What needs to be done
Where a line of the records holds the string "Assouel", copy that line.

-------- Data in this exercise --------

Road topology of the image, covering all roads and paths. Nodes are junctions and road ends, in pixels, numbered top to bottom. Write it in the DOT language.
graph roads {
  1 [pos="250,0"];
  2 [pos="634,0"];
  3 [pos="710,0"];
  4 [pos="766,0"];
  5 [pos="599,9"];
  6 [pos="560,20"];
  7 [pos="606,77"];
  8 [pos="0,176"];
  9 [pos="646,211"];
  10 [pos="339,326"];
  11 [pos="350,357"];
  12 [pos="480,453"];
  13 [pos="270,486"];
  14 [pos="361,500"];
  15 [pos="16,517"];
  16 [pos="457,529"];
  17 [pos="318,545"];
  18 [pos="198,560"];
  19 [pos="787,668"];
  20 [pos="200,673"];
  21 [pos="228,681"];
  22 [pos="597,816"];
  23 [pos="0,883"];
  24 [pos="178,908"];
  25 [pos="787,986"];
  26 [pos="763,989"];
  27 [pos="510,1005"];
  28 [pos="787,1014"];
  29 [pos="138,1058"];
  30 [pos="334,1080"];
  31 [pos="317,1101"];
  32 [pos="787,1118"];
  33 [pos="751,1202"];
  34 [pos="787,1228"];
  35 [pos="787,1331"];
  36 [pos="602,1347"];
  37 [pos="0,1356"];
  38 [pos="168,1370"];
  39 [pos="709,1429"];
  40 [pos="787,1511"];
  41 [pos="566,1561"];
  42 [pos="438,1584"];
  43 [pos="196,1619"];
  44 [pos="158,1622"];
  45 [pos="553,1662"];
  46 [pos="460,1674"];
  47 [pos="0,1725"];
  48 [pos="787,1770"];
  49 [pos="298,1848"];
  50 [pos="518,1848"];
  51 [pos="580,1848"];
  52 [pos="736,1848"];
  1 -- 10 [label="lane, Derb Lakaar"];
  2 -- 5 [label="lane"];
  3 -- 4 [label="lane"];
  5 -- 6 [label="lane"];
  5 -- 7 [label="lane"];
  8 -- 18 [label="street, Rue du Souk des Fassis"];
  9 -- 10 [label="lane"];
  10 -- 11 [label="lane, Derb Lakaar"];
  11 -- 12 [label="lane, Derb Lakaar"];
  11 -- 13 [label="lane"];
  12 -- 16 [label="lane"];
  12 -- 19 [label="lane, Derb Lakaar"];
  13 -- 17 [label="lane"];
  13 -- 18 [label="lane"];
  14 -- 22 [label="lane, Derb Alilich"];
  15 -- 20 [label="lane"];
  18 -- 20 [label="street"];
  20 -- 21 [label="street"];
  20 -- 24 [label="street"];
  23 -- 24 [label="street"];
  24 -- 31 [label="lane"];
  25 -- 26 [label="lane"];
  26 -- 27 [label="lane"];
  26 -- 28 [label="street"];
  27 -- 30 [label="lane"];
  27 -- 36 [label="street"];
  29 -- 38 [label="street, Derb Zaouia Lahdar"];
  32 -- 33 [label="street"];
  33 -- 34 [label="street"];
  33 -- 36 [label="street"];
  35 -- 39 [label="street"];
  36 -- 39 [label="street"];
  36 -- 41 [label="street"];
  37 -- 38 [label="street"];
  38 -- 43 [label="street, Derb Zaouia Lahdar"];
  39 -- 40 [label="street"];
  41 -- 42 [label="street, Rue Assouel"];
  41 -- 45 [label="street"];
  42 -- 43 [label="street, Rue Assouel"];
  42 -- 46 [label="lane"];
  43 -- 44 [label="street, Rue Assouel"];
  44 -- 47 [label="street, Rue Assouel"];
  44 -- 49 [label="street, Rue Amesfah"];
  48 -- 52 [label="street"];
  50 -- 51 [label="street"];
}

--------

Answer below
  41 -- 42 [label="street, Rue Assouel"];
  42 -- 43 [label="street, Rue Assouel"];
  43 -- 44 [label="street, Rue Assouel"];
  44 -- 47 [label="street, Rue Assouel"];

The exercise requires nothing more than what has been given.